** The input **
★ ★ ★ ★ ★
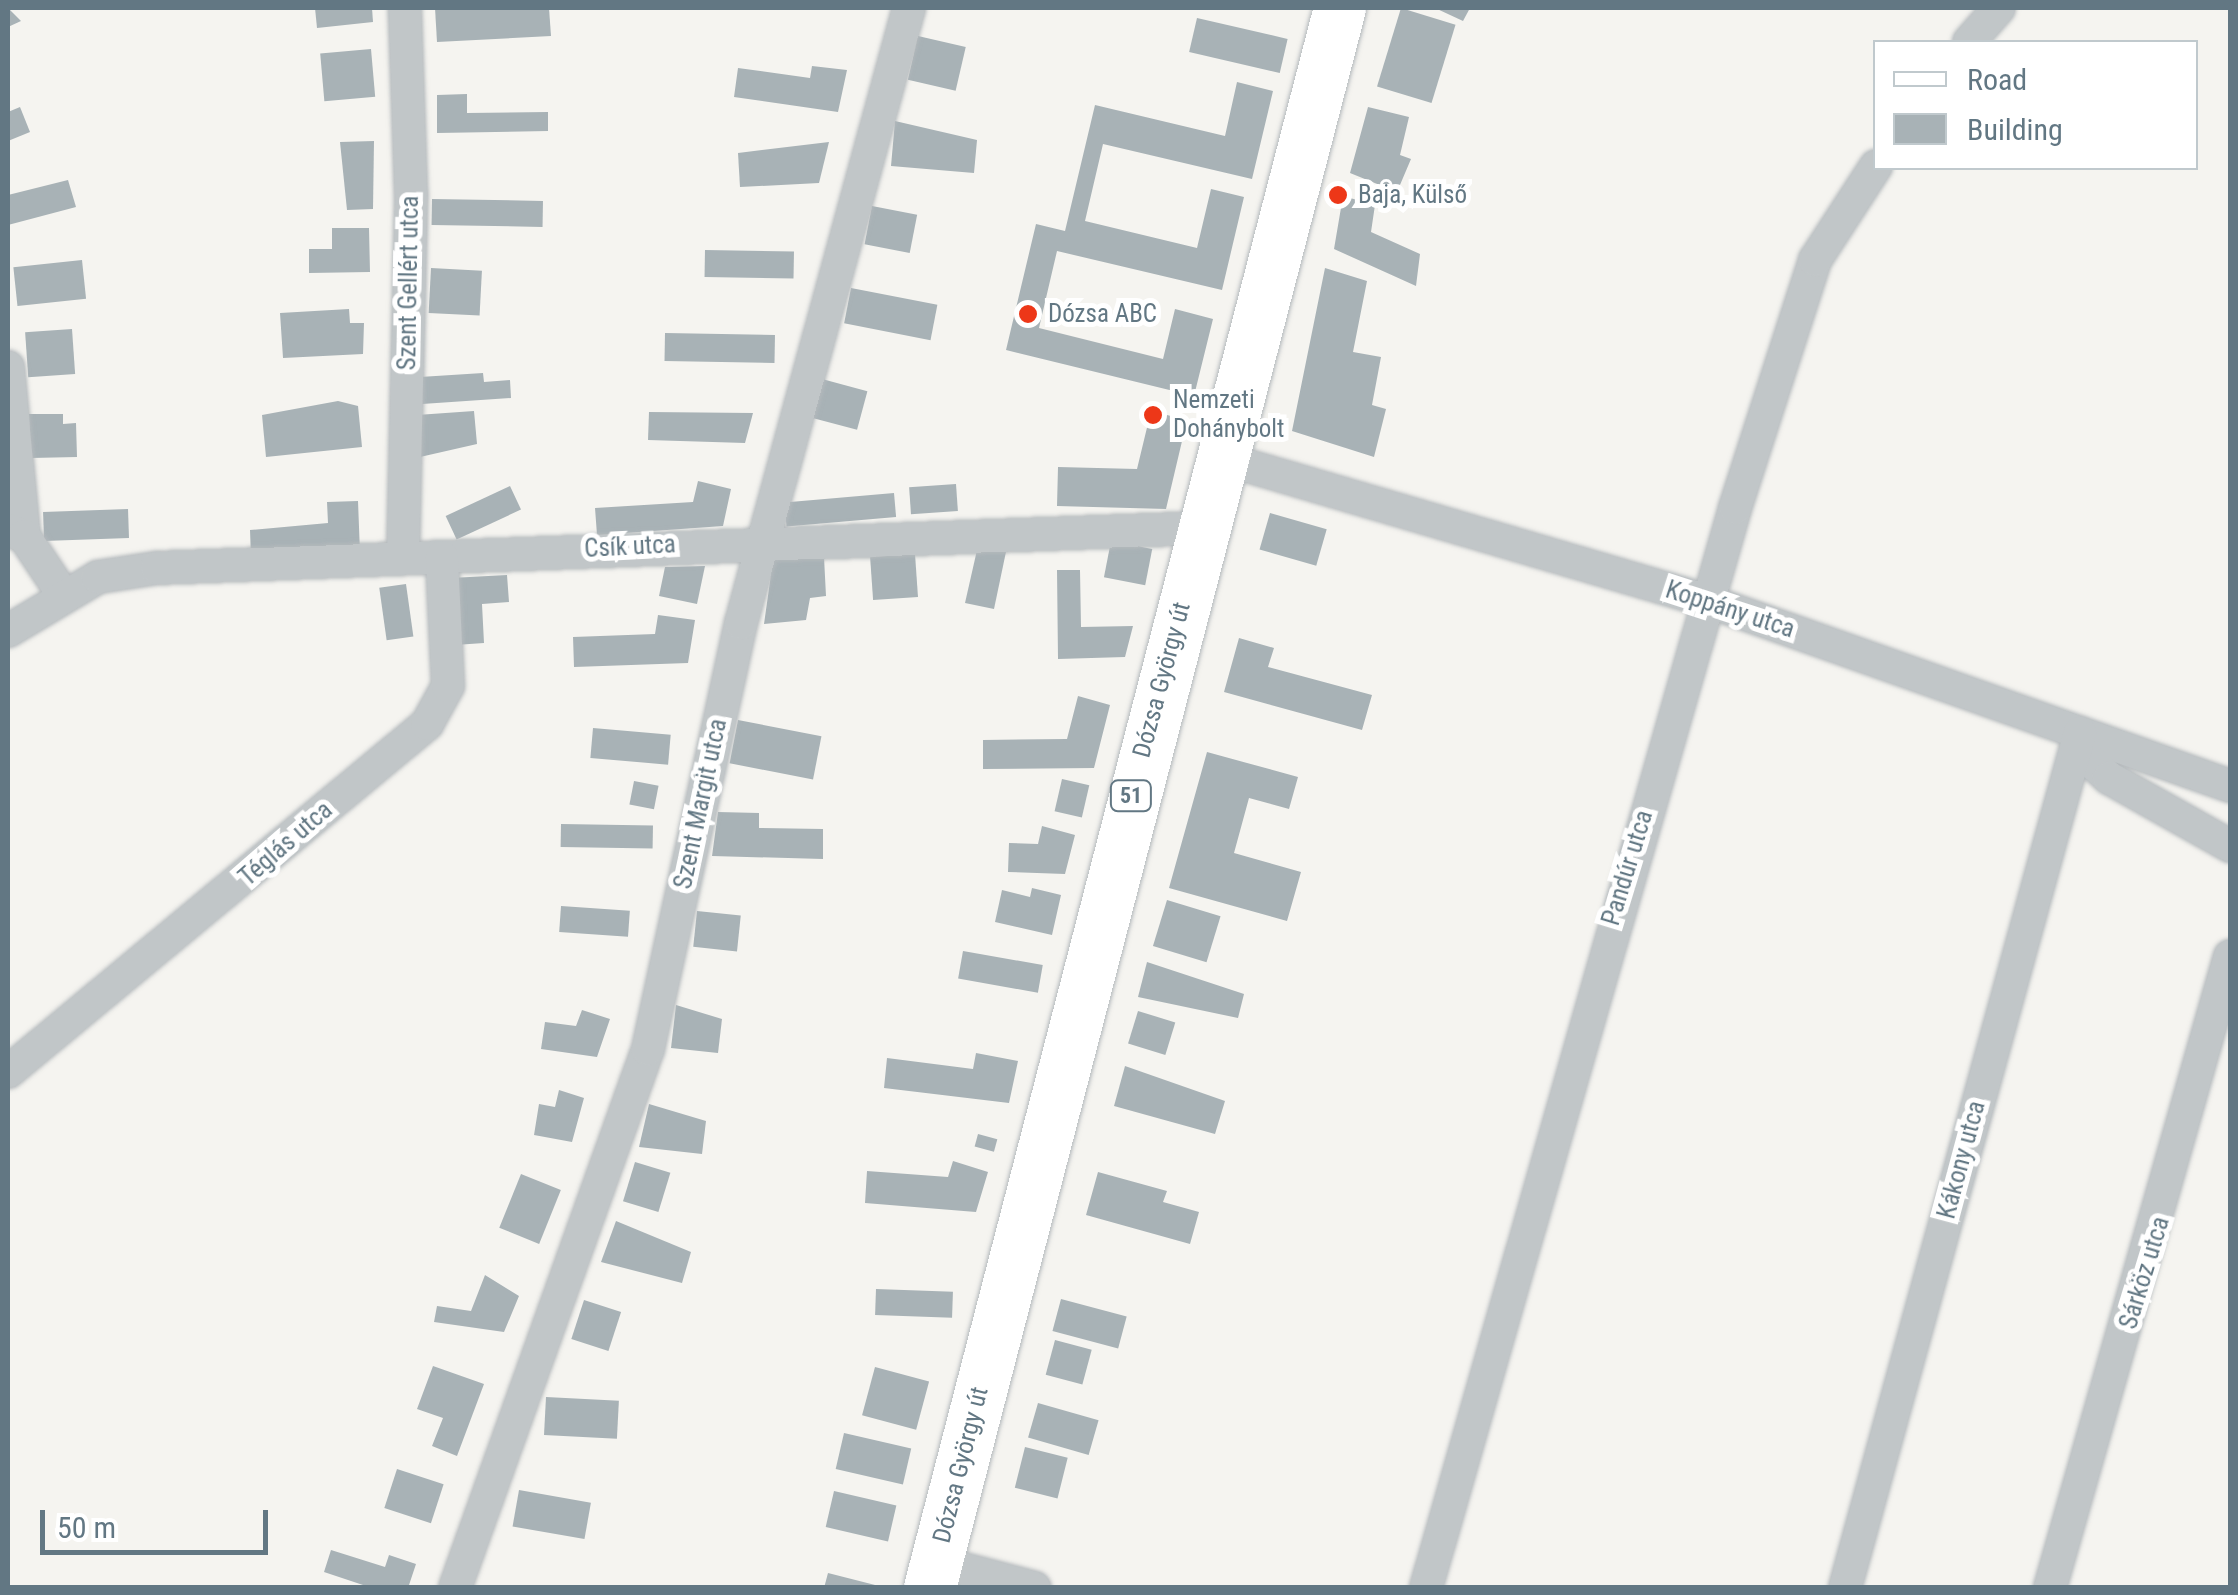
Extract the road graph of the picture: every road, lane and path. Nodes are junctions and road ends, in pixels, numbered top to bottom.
1 (405, 8) edge
2 (909, 8) edge
3 (1340, 8) edge
4 (2000, 8) edge
5 (1971, 40) edge
6 (1873, 170) edge
7 (8, 366) edge
8 (1221, 458) junction
9 (1203, 528) junction
10 (16, 533) edge
11 (762, 541) junction
12 (442, 556) junction
13 (403, 558) junction
14 (57, 595) junction
15 (1708, 600) junction
16 (8, 631) edge
17 (2078, 741) junction
18 (2230, 786) edge
19 (2230, 846) edge
20 (2230, 956) edge
21 (8, 1072) edge
22 (933, 1575) edge
23 (455, 1588) edge
24 (1035, 1588) edge
25 (1426, 1588) edge
26 (1845, 1588) edge
27 (2050, 1588) edge

1 - 13 street, Szent Gellért utca
2 - 11 street, Szent Margit utca
3 - 8 main road, Dózsa György út / 51
4 - 5 street
6 - 15 street, Pandúr utca
7 - 10 street
8 - 9 main road, Dózsa György út / 51
8 - 15 street, Koppány utca
9 - 11 street, Csík utca
9 - 22 main road, Dózsa György út / 51
10 - 14 street
11 - 12 street, Csík utca
11 - 23 street, Szent Margit utca
12 - 13 street, Csík utca
12 - 21 street, Téglás utca
13 - 14 street, Csík utca
14 - 16 street
15 - 17 street, Koppány utca
15 - 25 street, Pandúr utca
17 - 18 street, Koppány utca
17 - 19 street
17 - 26 street, Kákony utca
20 - 27 street, Sárköz utca
22 - 24 street

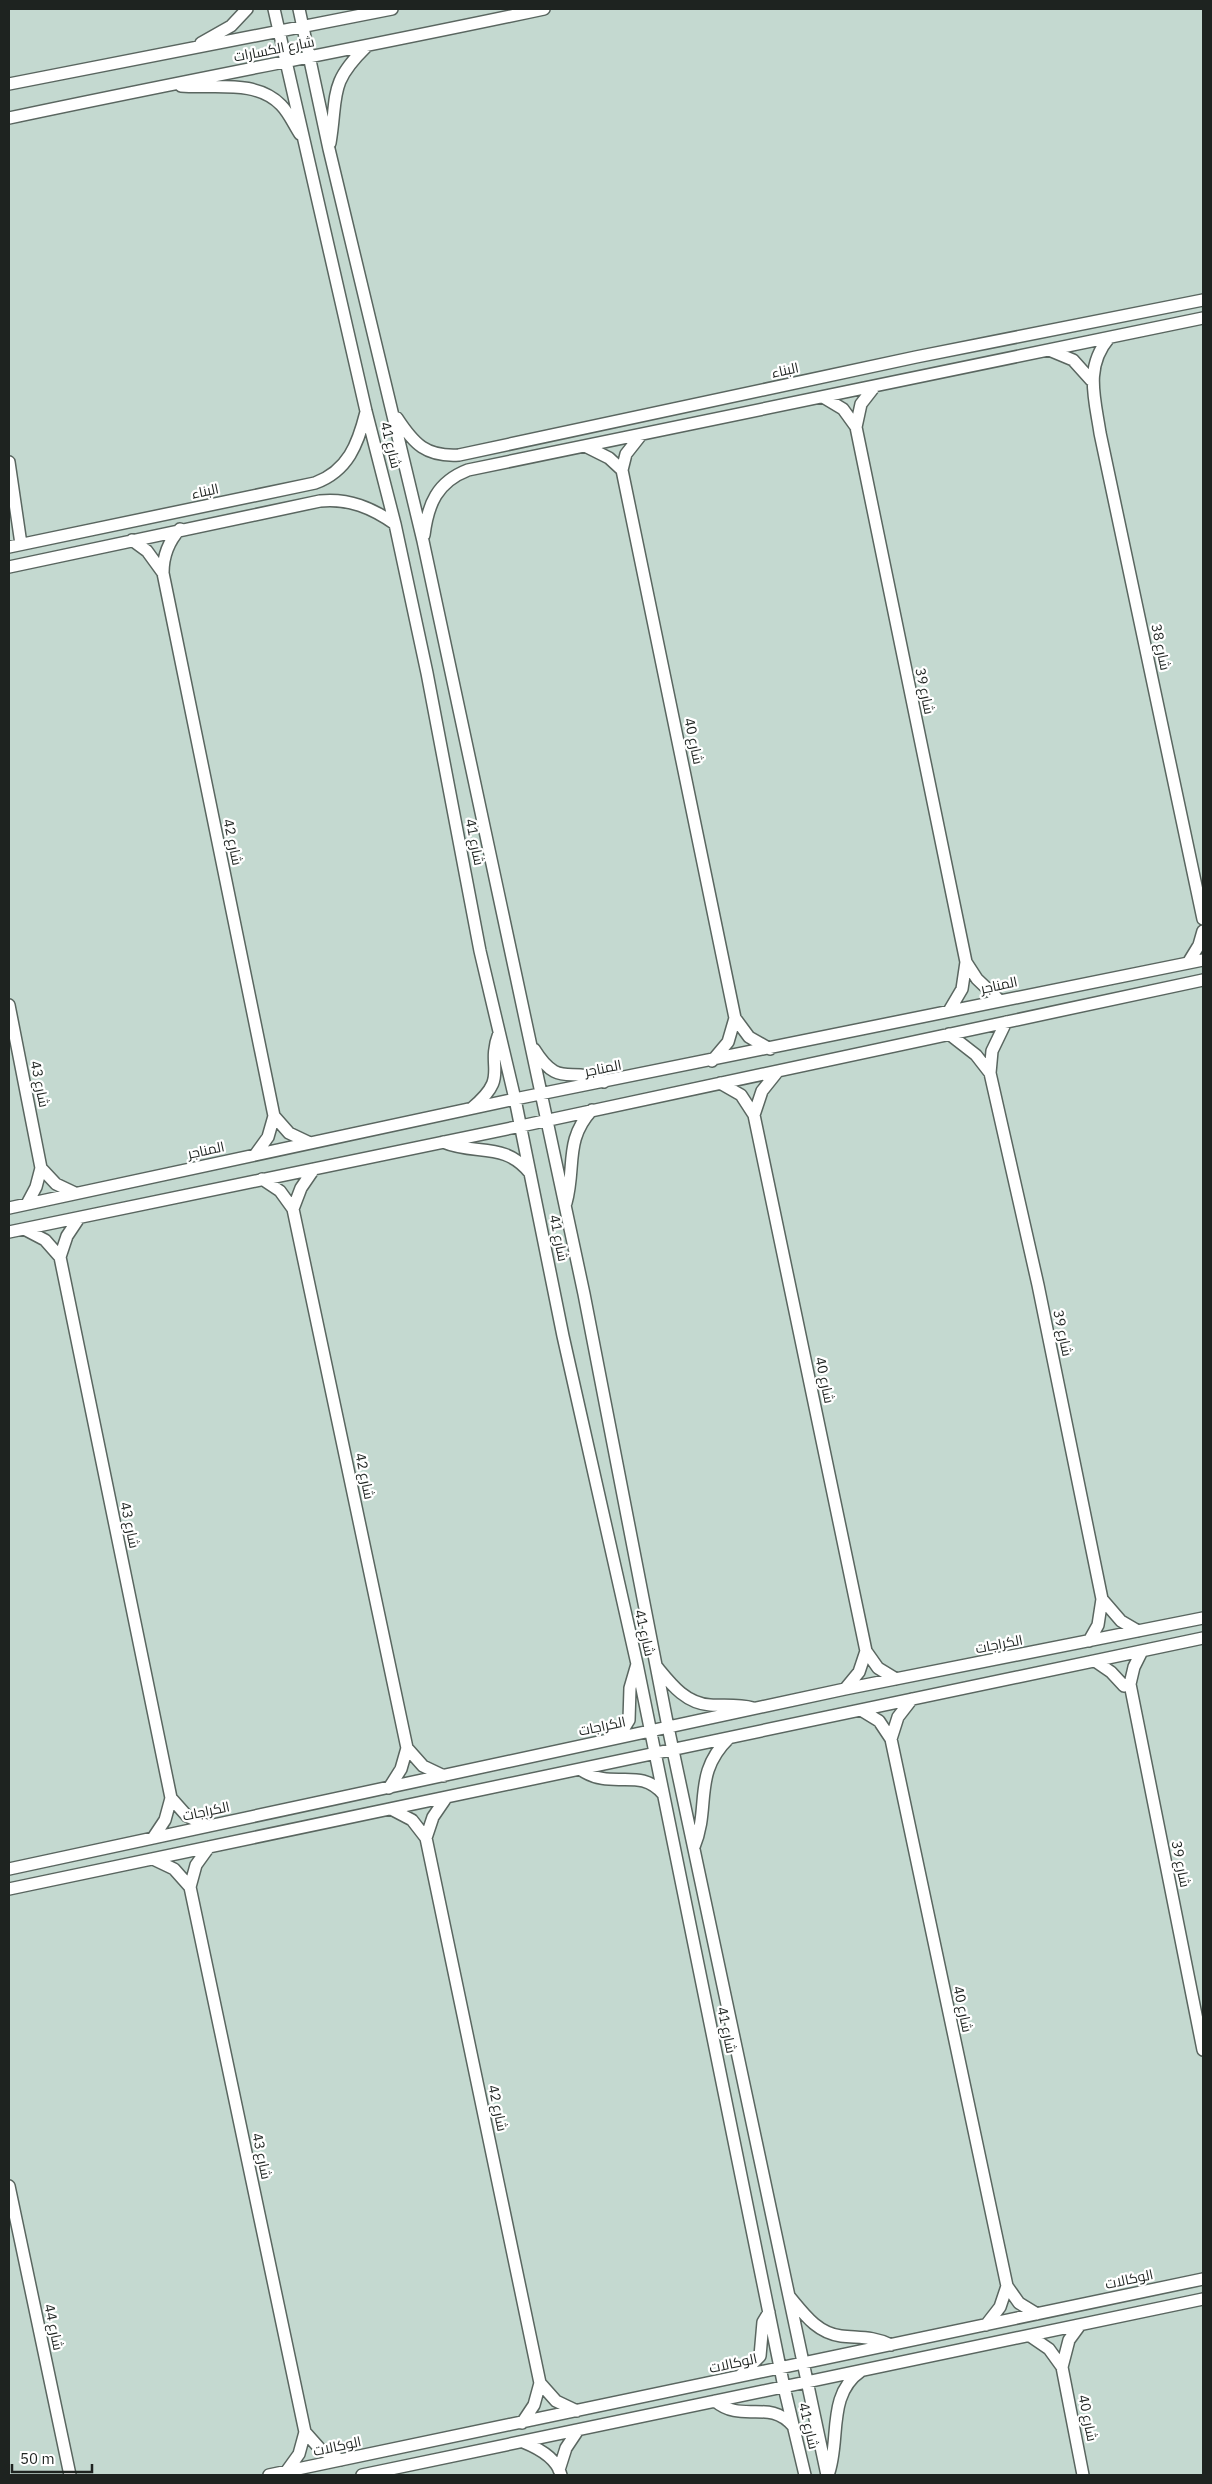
★ ★ ★ ★ ★
Where does the string "main" appear in the records above? Return every line that holds it.

3 - 8 main road, Dózsa György út / 51
8 - 9 main road, Dózsa György út / 51
9 - 22 main road, Dózsa György út / 51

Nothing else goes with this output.